- [TASK STATEMENT]: Please give an exact transcription of the records shown below.

- [DATA EXCERPTS]:

--- --- ---

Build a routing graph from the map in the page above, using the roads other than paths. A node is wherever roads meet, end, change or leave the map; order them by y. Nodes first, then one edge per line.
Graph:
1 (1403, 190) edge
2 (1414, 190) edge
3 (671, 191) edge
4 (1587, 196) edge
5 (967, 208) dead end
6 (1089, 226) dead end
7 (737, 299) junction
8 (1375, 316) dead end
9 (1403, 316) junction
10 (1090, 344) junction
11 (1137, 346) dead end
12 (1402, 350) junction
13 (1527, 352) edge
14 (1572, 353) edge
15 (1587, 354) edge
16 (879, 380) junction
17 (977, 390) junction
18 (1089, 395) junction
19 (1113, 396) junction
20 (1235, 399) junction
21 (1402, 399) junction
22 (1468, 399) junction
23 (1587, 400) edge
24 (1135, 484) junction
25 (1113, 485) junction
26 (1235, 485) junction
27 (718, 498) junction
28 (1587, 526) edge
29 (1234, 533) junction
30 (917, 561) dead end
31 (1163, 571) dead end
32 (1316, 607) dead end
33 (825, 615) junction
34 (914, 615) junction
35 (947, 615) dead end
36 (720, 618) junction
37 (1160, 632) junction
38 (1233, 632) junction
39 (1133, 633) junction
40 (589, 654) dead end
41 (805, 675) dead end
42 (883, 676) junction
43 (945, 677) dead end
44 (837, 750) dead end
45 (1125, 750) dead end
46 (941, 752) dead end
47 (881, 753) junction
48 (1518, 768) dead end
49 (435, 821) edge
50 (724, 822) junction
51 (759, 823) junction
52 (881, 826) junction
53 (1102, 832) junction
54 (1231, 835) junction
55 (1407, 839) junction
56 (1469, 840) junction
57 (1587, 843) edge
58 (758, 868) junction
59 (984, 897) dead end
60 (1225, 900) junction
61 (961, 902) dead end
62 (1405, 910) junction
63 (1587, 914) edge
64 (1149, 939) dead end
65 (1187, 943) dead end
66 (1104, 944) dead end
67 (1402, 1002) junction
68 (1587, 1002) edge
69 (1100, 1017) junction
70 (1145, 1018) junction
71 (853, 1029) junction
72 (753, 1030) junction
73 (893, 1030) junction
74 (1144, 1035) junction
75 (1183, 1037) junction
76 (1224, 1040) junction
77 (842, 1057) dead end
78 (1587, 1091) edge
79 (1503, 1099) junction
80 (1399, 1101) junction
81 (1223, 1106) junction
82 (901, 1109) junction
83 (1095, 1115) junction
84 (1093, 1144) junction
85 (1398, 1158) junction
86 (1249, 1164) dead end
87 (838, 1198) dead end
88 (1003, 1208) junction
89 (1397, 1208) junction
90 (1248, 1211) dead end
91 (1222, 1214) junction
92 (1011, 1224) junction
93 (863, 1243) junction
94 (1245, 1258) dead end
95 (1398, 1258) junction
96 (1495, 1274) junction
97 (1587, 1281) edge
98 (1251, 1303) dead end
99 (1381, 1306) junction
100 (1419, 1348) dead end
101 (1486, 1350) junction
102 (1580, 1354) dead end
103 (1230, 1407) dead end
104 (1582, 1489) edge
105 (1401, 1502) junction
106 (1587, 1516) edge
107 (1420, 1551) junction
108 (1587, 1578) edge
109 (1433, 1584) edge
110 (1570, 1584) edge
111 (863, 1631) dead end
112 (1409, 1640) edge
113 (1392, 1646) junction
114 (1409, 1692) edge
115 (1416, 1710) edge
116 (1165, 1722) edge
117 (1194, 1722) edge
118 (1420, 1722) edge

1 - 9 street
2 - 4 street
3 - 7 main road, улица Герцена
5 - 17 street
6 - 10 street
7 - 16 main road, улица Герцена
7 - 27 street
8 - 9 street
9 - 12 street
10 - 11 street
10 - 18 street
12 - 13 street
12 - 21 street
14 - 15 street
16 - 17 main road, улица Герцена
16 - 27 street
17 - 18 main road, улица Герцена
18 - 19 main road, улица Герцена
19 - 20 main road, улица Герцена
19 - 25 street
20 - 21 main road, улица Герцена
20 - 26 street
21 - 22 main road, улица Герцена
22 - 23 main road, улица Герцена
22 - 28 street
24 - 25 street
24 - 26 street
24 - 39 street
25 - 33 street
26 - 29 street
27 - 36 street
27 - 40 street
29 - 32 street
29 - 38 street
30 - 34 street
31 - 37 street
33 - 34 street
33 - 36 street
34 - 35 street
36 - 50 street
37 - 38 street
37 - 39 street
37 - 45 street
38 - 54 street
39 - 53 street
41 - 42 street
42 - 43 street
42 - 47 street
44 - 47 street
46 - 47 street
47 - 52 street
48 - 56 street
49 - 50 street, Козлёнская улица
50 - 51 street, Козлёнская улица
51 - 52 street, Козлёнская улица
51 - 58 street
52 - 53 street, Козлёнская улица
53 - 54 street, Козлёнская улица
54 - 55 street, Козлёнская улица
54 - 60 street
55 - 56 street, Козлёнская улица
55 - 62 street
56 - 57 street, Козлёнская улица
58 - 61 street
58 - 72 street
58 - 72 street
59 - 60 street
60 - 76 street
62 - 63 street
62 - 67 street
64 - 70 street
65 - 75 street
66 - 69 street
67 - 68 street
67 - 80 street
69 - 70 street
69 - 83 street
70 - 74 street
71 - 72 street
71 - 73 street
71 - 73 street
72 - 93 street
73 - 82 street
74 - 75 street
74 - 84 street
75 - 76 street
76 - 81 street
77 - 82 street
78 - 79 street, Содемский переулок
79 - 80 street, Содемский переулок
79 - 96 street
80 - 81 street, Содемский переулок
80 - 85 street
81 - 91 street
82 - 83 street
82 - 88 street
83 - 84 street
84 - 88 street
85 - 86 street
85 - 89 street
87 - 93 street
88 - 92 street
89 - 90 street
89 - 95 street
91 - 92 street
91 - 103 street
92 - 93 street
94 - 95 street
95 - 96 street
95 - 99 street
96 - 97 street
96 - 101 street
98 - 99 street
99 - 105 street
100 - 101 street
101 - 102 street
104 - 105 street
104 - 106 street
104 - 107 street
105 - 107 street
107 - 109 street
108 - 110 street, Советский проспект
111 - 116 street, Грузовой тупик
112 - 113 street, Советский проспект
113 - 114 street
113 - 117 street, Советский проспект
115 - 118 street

--- --- ---

- [ANSWER SPACE]:
Build a routing graph from the map in the page above, using the roads other than paths. A node is wherever roads meet, end, change or leave the map; order them by y. Nodes first, then one edge per line.
Graph:
1 (1403, 190) edge
2 (1414, 190) edge
3 (671, 191) edge
4 (1587, 196) edge
5 (967, 208) dead end
6 (1089, 226) dead end
7 (737, 299) junction
8 (1375, 316) dead end
9 (1403, 316) junction
10 (1090, 344) junction
11 (1137, 346) dead end
12 (1402, 350) junction
13 (1527, 352) edge
14 (1572, 353) edge
15 (1587, 354) edge
16 (879, 380) junction
17 (977, 390) junction
18 (1089, 395) junction
19 (1113, 396) junction
20 (1235, 399) junction
21 (1402, 399) junction
22 (1468, 399) junction
23 (1587, 400) edge
24 (1135, 484) junction
25 (1113, 485) junction
26 (1235, 485) junction
27 (718, 498) junction
28 (1587, 526) edge
29 (1234, 533) junction
30 (917, 561) dead end
31 (1163, 571) dead end
32 (1316, 607) dead end
33 (825, 615) junction
34 (914, 615) junction
35 (947, 615) dead end
36 (720, 618) junction
37 (1160, 632) junction
38 (1233, 632) junction
39 (1133, 633) junction
40 (589, 654) dead end
41 (805, 675) dead end
42 (883, 676) junction
43 (945, 677) dead end
44 (837, 750) dead end
45 (1125, 750) dead end
46 (941, 752) dead end
47 (881, 753) junction
48 (1518, 768) dead end
49 (435, 821) edge
50 (724, 822) junction
51 (759, 823) junction
52 (881, 826) junction
53 (1102, 832) junction
54 (1231, 835) junction
55 (1407, 839) junction
56 (1469, 840) junction
57 (1587, 843) edge
58 (758, 868) junction
59 (984, 897) dead end
60 (1225, 900) junction
61 (961, 902) dead end
62 (1405, 910) junction
63 (1587, 914) edge
64 (1149, 939) dead end
65 (1187, 943) dead end
66 (1104, 944) dead end
67 (1402, 1002) junction
68 (1587, 1002) edge
69 (1100, 1017) junction
70 (1145, 1018) junction
71 (853, 1029) junction
72 (753, 1030) junction
73 (893, 1030) junction
74 (1144, 1035) junction
75 (1183, 1037) junction
76 (1224, 1040) junction
77 (842, 1057) dead end
78 (1587, 1091) edge
79 (1503, 1099) junction
80 (1399, 1101) junction
81 (1223, 1106) junction
82 (901, 1109) junction
83 (1095, 1115) junction
84 (1093, 1144) junction
85 (1398, 1158) junction
86 (1249, 1164) dead end
87 (838, 1198) dead end
88 (1003, 1208) junction
89 (1397, 1208) junction
90 (1248, 1211) dead end
91 (1222, 1214) junction
92 (1011, 1224) junction
93 (863, 1243) junction
94 (1245, 1258) dead end
95 (1398, 1258) junction
96 (1495, 1274) junction
97 (1587, 1281) edge
98 (1251, 1303) dead end
99 (1381, 1306) junction
100 (1419, 1348) dead end
101 (1486, 1350) junction
102 (1580, 1354) dead end
103 (1230, 1407) dead end
104 (1582, 1489) edge
105 (1401, 1502) junction
106 (1587, 1516) edge
107 (1420, 1551) junction
108 (1587, 1578) edge
109 (1433, 1584) edge
110 (1570, 1584) edge
111 (863, 1631) dead end
112 (1409, 1640) edge
113 (1392, 1646) junction
114 (1409, 1692) edge
115 (1416, 1710) edge
116 (1165, 1722) edge
117 (1194, 1722) edge
118 (1420, 1722) edge

1 - 9 street
2 - 4 street
3 - 7 main road, улица Герцена
5 - 17 street
6 - 10 street
7 - 16 main road, улица Герцена
7 - 27 street
8 - 9 street
9 - 12 street
10 - 11 street
10 - 18 street
12 - 13 street
12 - 21 street
14 - 15 street
16 - 17 main road, улица Герцена
16 - 27 street
17 - 18 main road, улица Герцена
18 - 19 main road, улица Герцена
19 - 20 main road, улица Герцена
19 - 25 street
20 - 21 main road, улица Герцена
20 - 26 street
21 - 22 main road, улица Герцена
22 - 23 main road, улица Герцена
22 - 28 street
24 - 25 street
24 - 26 street
24 - 39 street
25 - 33 street
26 - 29 street
27 - 36 street
27 - 40 street
29 - 32 street
29 - 38 street
30 - 34 street
31 - 37 street
33 - 34 street
33 - 36 street
34 - 35 street
36 - 50 street
37 - 38 street
37 - 39 street
37 - 45 street
38 - 54 street
39 - 53 street
41 - 42 street
42 - 43 street
42 - 47 street
44 - 47 street
46 - 47 street
47 - 52 street
48 - 56 street
49 - 50 street, Козлёнская улица
50 - 51 street, Козлёнская улица
51 - 52 street, Козлёнская улица
51 - 58 street
52 - 53 street, Козлёнская улица
53 - 54 street, Козлёнская улица
54 - 55 street, Козлёнская улица
54 - 60 street
55 - 56 street, Козлёнская улица
55 - 62 street
56 - 57 street, Козлёнская улица
58 - 61 street
58 - 72 street
58 - 72 street
59 - 60 street
60 - 76 street
62 - 63 street
62 - 67 street
64 - 70 street
65 - 75 street
66 - 69 street
67 - 68 street
67 - 80 street
69 - 70 street
69 - 83 street
70 - 74 street
71 - 72 street
71 - 73 street
71 - 73 street
72 - 93 street
73 - 82 street
74 - 75 street
74 - 84 street
75 - 76 street
76 - 81 street
77 - 82 street
78 - 79 street, Содемский переулок
79 - 80 street, Содемский переулок
79 - 96 street
80 - 81 street, Содемский переулок
80 - 85 street
81 - 91 street
82 - 83 street
82 - 88 street
83 - 84 street
84 - 88 street
85 - 86 street
85 - 89 street
87 - 93 street
88 - 92 street
89 - 90 street
89 - 95 street
91 - 92 street
91 - 103 street
92 - 93 street
94 - 95 street
95 - 96 street
95 - 99 street
96 - 97 street
96 - 101 street
98 - 99 street
99 - 105 street
100 - 101 street
101 - 102 street
104 - 105 street
104 - 106 street
104 - 107 street
105 - 107 street
107 - 109 street
108 - 110 street, Советский проспект
111 - 116 street, Грузовой тупик
112 - 113 street, Советский проспект
113 - 114 street
113 - 117 street, Советский проспект
115 - 118 street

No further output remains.